=== Section Start ===

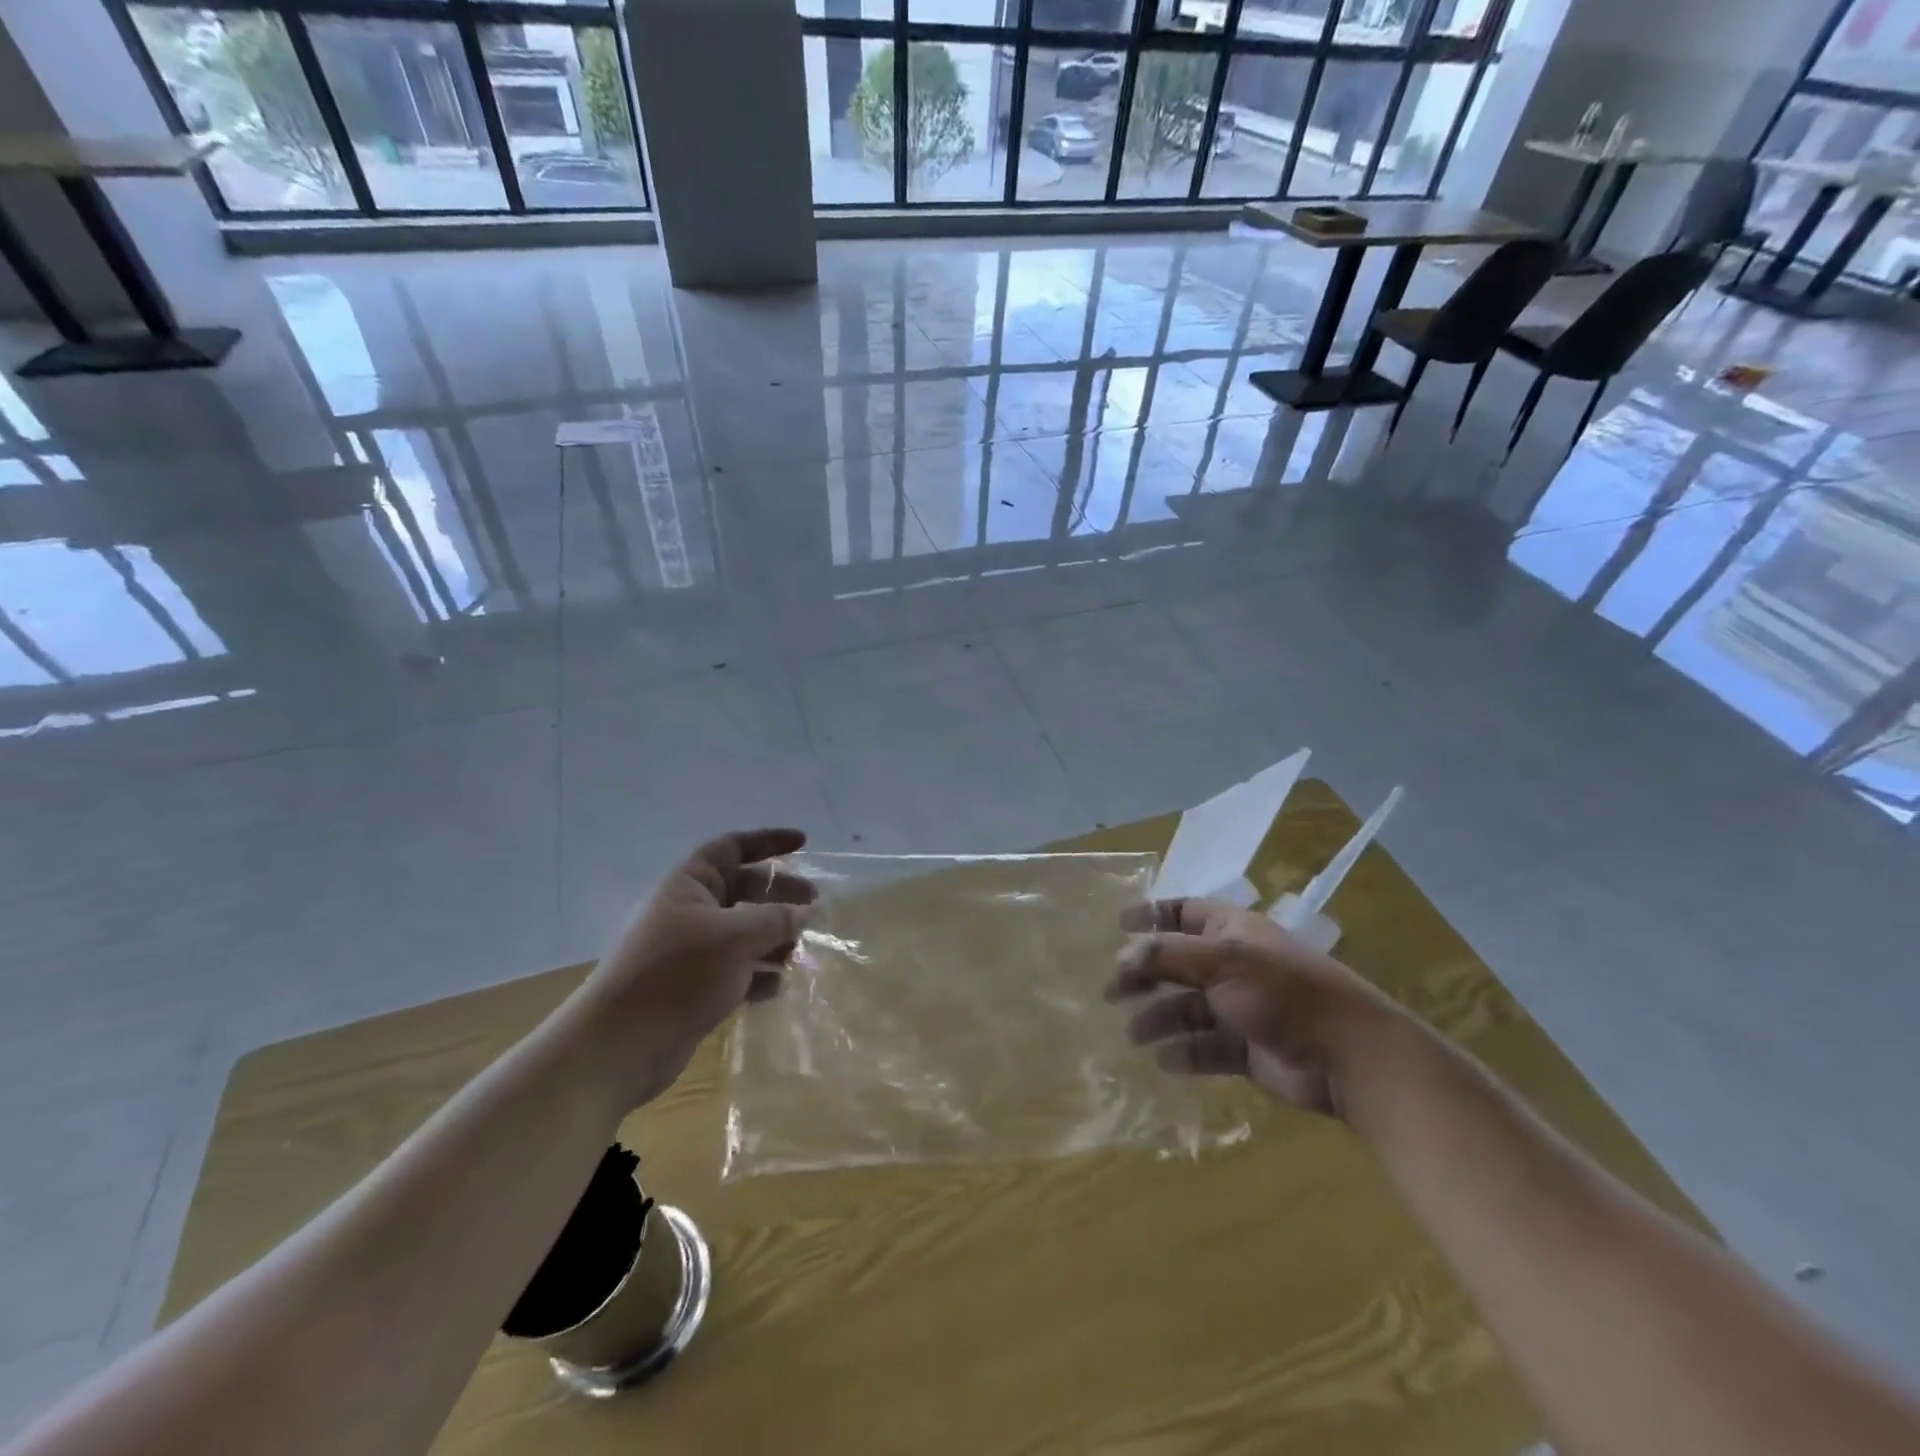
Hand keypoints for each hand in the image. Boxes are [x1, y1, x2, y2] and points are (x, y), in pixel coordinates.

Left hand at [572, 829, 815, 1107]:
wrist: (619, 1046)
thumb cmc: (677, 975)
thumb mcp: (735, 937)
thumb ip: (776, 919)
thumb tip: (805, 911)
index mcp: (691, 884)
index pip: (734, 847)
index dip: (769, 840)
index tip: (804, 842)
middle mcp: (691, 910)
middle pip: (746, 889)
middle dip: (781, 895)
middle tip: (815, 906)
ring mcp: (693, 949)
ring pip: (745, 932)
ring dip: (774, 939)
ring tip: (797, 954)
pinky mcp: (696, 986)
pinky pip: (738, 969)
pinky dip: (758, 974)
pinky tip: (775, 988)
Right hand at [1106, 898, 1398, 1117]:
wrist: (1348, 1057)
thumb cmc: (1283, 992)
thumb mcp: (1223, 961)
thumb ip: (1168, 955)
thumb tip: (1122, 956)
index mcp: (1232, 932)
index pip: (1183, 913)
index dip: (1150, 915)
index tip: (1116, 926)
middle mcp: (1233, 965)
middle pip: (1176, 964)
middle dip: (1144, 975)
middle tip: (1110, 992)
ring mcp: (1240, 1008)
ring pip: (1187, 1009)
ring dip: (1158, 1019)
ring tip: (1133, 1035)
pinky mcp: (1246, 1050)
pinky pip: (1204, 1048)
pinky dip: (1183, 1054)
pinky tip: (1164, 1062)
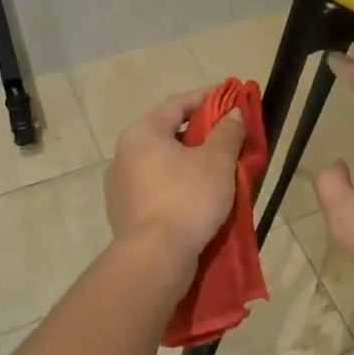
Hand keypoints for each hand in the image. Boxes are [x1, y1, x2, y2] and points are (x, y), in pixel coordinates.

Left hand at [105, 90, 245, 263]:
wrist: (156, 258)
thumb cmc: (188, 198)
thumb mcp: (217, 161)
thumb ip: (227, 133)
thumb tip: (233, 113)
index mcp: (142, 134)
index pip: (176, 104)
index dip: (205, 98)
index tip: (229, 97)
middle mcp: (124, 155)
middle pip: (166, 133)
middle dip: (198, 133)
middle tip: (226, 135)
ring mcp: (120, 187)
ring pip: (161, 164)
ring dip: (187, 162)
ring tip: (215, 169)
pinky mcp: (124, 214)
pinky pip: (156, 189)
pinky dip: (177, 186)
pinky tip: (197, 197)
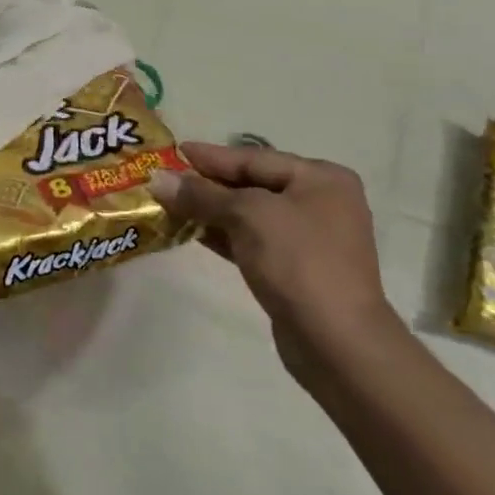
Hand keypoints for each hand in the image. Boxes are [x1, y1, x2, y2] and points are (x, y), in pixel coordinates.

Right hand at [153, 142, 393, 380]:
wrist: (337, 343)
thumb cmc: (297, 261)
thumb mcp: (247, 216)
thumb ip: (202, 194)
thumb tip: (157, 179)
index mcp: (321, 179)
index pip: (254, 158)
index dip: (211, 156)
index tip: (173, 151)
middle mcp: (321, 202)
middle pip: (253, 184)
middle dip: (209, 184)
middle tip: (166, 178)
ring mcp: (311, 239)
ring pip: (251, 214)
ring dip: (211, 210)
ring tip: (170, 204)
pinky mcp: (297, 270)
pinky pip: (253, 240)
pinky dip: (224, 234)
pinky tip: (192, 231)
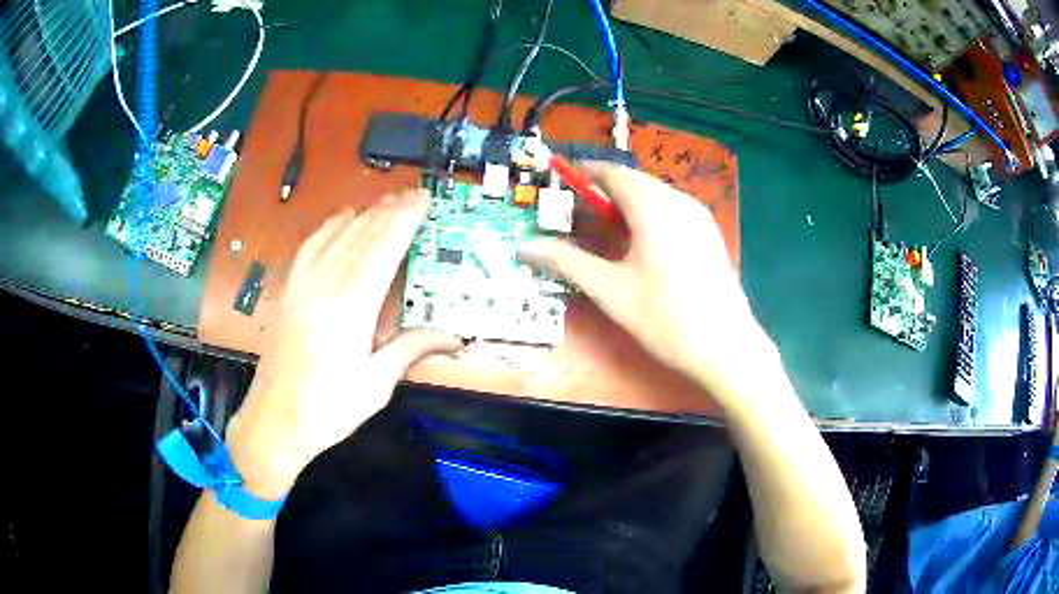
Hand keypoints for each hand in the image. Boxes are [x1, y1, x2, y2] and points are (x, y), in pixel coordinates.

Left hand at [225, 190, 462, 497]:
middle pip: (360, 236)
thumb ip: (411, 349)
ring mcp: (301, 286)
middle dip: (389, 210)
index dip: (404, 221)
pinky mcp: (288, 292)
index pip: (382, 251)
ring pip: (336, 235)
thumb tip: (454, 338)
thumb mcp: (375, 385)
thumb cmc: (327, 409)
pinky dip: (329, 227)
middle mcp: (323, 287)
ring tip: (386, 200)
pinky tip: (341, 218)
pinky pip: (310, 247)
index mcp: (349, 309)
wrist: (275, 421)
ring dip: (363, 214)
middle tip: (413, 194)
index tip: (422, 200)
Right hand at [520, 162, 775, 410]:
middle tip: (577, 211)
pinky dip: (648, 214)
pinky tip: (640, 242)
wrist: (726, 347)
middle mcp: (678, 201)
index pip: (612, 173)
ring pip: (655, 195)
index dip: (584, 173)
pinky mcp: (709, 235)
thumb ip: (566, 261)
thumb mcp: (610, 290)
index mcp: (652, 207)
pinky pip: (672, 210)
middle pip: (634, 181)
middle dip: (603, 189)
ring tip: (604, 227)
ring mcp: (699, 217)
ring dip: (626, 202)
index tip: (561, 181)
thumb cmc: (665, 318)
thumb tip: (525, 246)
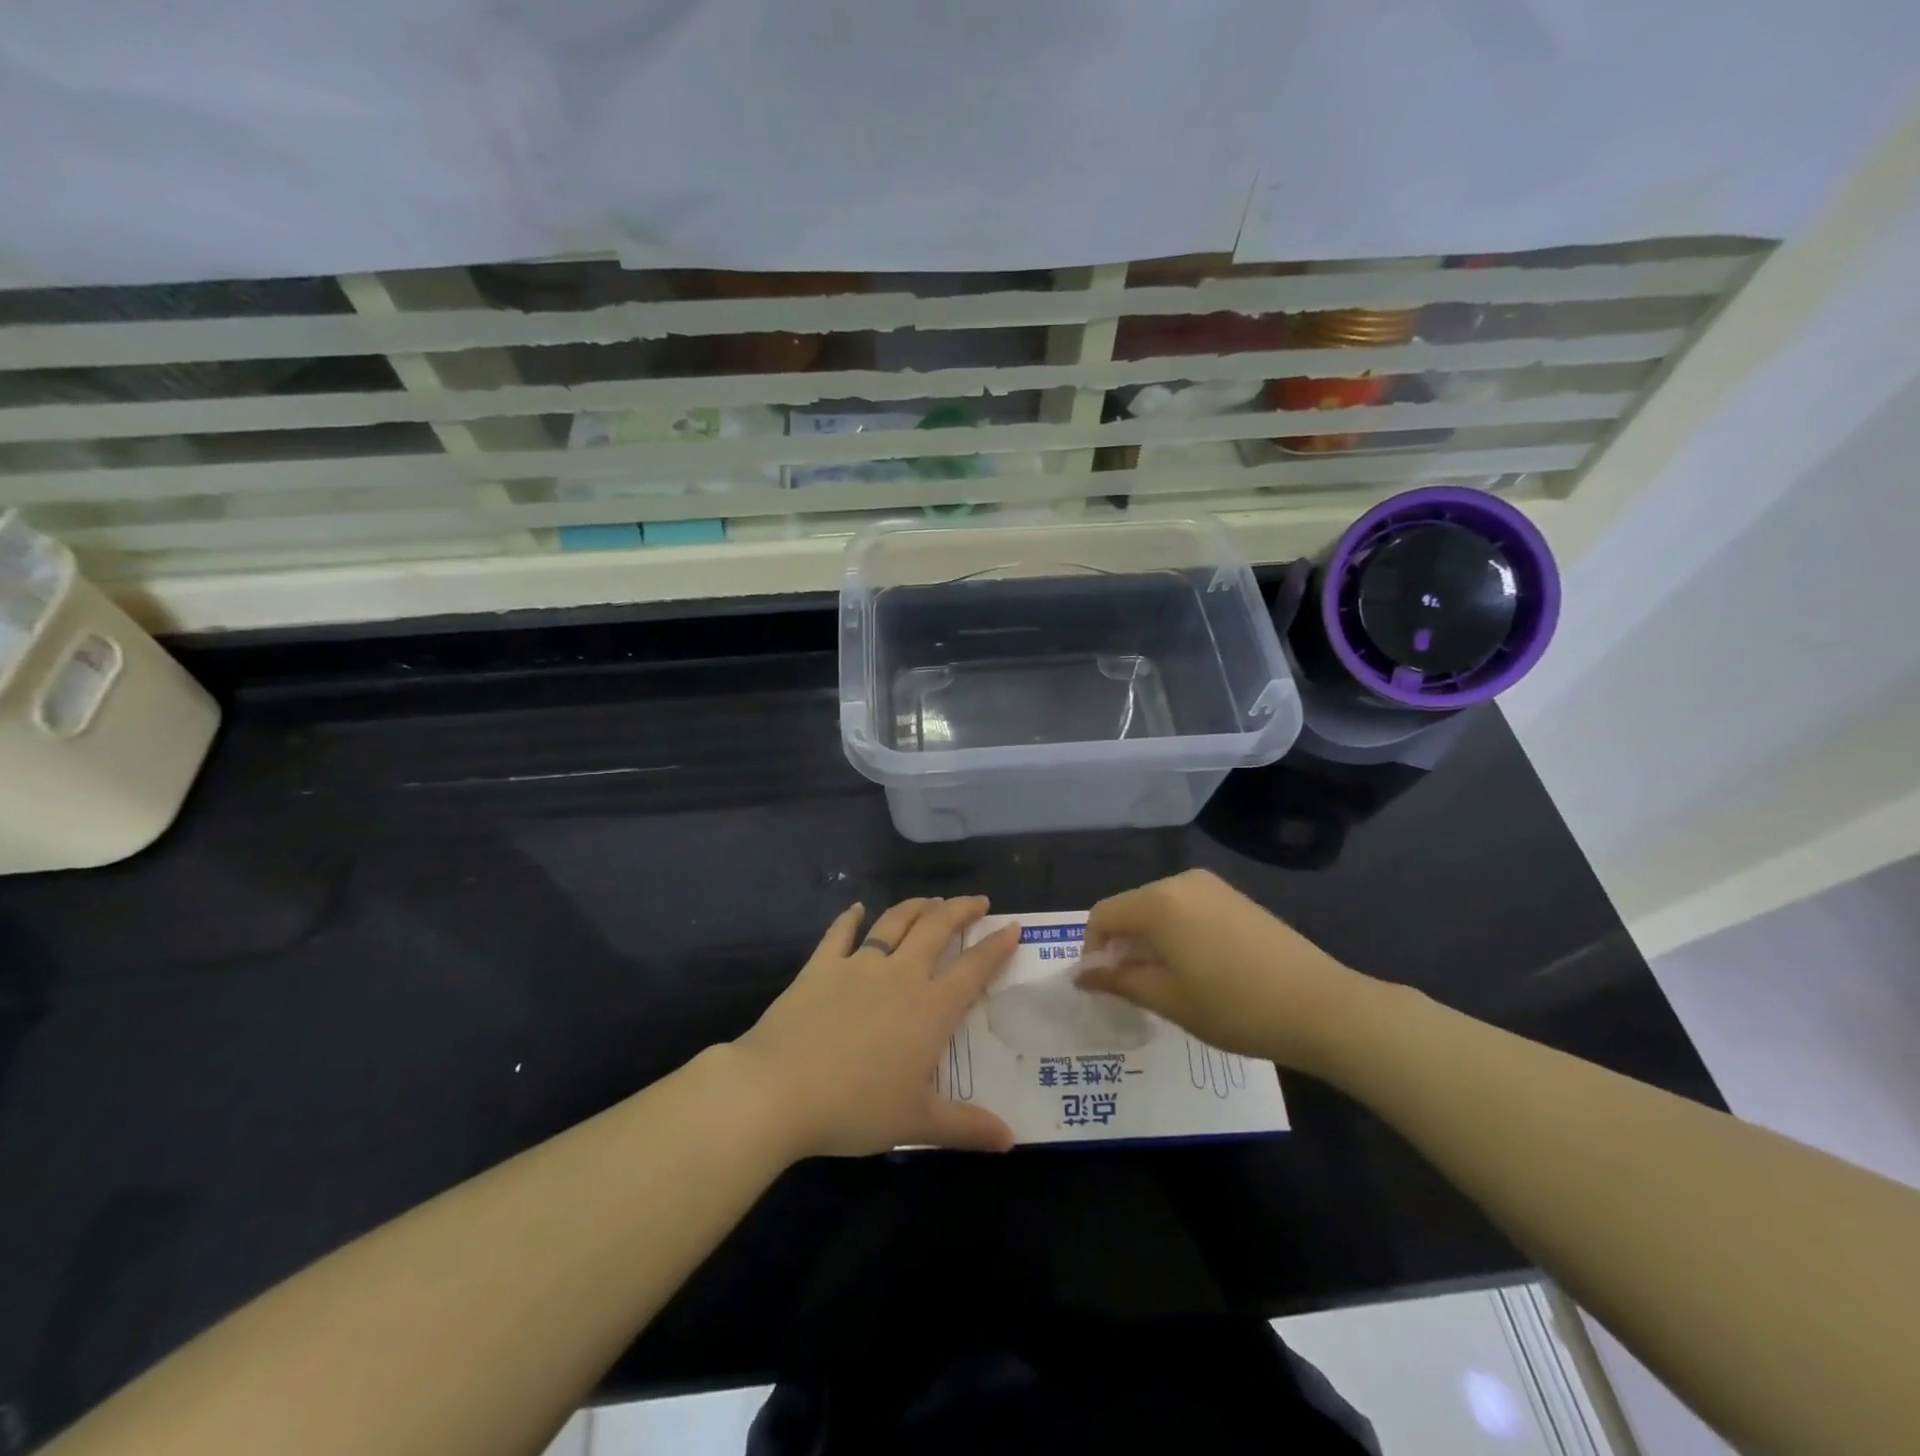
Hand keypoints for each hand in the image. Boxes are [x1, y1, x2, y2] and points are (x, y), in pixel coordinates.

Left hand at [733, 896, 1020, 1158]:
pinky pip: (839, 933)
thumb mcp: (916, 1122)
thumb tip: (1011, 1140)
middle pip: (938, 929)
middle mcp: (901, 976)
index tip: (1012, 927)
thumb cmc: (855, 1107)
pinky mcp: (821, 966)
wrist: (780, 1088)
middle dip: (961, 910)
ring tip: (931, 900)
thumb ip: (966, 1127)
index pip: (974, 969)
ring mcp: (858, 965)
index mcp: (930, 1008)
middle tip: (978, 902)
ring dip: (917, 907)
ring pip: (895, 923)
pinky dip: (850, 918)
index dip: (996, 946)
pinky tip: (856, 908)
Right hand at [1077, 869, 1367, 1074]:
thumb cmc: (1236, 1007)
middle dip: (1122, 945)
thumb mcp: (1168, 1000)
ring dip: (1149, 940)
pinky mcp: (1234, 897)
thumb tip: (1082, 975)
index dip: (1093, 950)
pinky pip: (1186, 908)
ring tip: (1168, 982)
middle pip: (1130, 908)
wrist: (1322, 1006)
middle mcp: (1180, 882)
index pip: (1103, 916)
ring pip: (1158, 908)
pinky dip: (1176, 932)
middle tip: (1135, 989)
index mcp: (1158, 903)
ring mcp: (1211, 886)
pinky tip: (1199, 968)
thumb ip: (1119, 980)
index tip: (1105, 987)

=== Section End ===

Task to complete => Set down the entries word for word, omitting all pictures.

Output of the exercise =>
Hand keypoints for each hand in the image. Boxes are [x1, y1, x2, y2] and points are (x, y), in pixel coordinates.

Left hand at [572, 829, 815, 1107]:
wrist: (619, 1046)
thumb cmc: (677, 975)
thumb mcp: (735, 937)
thumb ip: (776, 919)
thumb tip: (805, 911)
index mcp: (691, 884)
index pip: (734, 847)
index dip: (769, 840)
index tip: (804, 842)
middle mcp: (691, 910)
middle pip: (746, 889)
middle dip: (781, 895)
middle tip: (815, 906)
ring mcp: (693, 949)
ring pip: (745, 932)
ring dip: (774, 939)
ring tip: (797, 954)
pinky mcp: (696, 986)
pinky pip: (738, 969)
pinky dip: (758, 974)
pinky tip: (775, 988)
Right hand at [1106, 898, 1398, 1117]:
wrist: (1348, 1057)
thumb cmc: (1283, 992)
thumb mcp: (1223, 961)
thumb ip: (1168, 955)
thumb tip: (1122, 956)
index mcp: (1232, 932)
index pip: (1183, 913)
index dip: (1150, 915)
index tip: (1116, 926)
middle mcp: (1233, 965)
middle pip: (1176, 964)
middle dip: (1144, 975)
middle tip: (1110, 992)
ring mcp: (1240, 1008)
ring pip: (1187, 1009)
ring dip: (1158, 1019)
ring tip: (1133, 1035)
pinky mcp: (1246, 1050)
pinky pip: (1204, 1048)
pinky dip: (1183, 1054)
pinky tip: (1164, 1062)
Hand keypoints for each hand in the image. Boxes are [x1, y1, x2, y2] and points are (x, y), in pixel coordinates.

Left hand at [105, 90, 245, 263]:
wrist: (156, 258)
thumb cmc: (188, 198)
thumb mcp: (217, 161)
thumb ip: (227, 133)
thumb tip: (233, 113)
index mcp: (142, 134)
index pip: (176, 104)
index dip: (205, 98)
index tip: (229, 97)
middle mcp: (124, 155)
middle pip: (166, 133)
middle dip: (198, 133)
middle tip: (226, 135)
ring mcp: (120, 187)
ring pip: (161, 164)
ring dip: (187, 162)
ring tip: (215, 169)
pinky mcp: (124, 214)
pinky pip: (156, 189)
pinky dip: (177, 186)
pinky tip: (197, 197)
Hand keypoints for each hand in the image. Boxes are [x1, y1, x2, y2] and points are (x, y), in pixel coordinates.

Right hand at [153, 142, 393, 380]:
wrist: (337, 343)
thumb cmc: (297, 261)
thumb mcp: (247, 216)
thumb ip: (202, 194)
thumb tip: (157, 179)
index mcp: (321, 179)
index pip: (254, 158)
index dip: (211, 156)
index tip: (173, 151)
middle mcp: (321, 202)
middle pip: (253, 184)
middle dip: (209, 184)
middle tip: (166, 178)
ring mcp: (311, 239)
ring pip: (251, 214)
ring dip: (211, 210)
ring tip: (170, 204)
pinky mcp: (297, 270)
pinky pip: (253, 240)
pinky dip: (224, 234)
pinky tip: (192, 231)
Hand keypoints for each hand in the image. Boxes are [x1, y1, x2, y2] and points are (x, y), in pixel coordinates.

Left hand at [225, 190, 462, 497]:
middle pip: (360, 236)
thumb ip: (411, 349)
ring mcp: (301, 286)
middle dip: (389, 210)
index dip: (404, 221)
pinky mcp: (288, 292)
index pip: (382, 251)
ring pip: (336, 235)
thumb tip: (454, 338)
thumb mcp: (375, 385)
thumb cmc: (327, 409)
pinky dip: (329, 227)
middle mcp: (323, 287)
ring tip: (386, 200)
pinky tip: (341, 218)
pinky pip: (310, 247)
index mcp: (349, 309)
wrist: (275, 421)
ring dip: (363, 214)
middle tip: (413, 194)
index tip: (422, 200)
Right hand at [520, 162, 775, 410]:
middle tip: (577, 211)
pinky dip: (648, 214)
pinky tip: (640, 242)
wrist: (726, 347)
middle mcp: (678, 201)
index pip: (612, 173)
ring pip: (655, 195)
index dip: (584, 173)
pinky mcp: (709, 235)
thumb ip: (566, 261)
thumb mcp: (610, 290)
index mcp: (652, 207)
pinky pip: (672, 210)
middle pip: (634, 181)
middle dip: (603, 189)
ring tip: (604, 227)
ring mcp: (699, 217)
ring dip: (626, 202)
index tip: (561, 181)
thumb cmc: (665, 318)
thumb tip: (525, 246)
Hand keypoints for each hand in the image. Boxes are [x1, y1, x2, y2] and points are (x, y), in pixel coordinates.

Left hand at [733, 896, 1020, 1158]:
pinky pip: (839, 933)
thumb mcp: (916, 1122)
thumb tip: (1011, 1140)
middle pip: (938, 929)
middle mcp: (901, 976)
index tip: (1012, 927)
thumb cmc: (855, 1107)
pinky mcp: (821, 966)
wrist: (780, 1088)
middle dip: (961, 910)
ring tip: (931, 900)
thumb ip: (966, 1127)
index pip: (974, 969)
ring mcp: (858, 965)
index mcp: (930, 1008)
middle tip: (978, 902)
ring dip: (917, 907)
ring pip: (895, 923)
pinky dip: (850, 918)
index dip: (996, 946)
pinky tip: (856, 908)
Right hand at [1077, 869, 1367, 1074]:
thumb cmc: (1236, 1007)
middle dip: (1122, 945)
thumb mcp: (1168, 1000)
ring dip: (1149, 940)
pinky mcp: (1234, 897)
thumb tip: (1082, 975)
index dip: (1093, 950)
pinky pip: (1186, 908)
ring tip: (1168, 982)
middle pip: (1130, 908)
wrist: (1322, 1006)
middle mcp: (1180, 882)
index pip: (1103, 916)
ring pip: (1158, 908)
pinky dip: (1176, 932)
middle tip: (1135, 989)
index mcp: (1158, 903)
ring mcp: (1211, 886)
pinky tip: (1199, 968)
thumb ip: (1119, 980)
index tip: (1105, 987)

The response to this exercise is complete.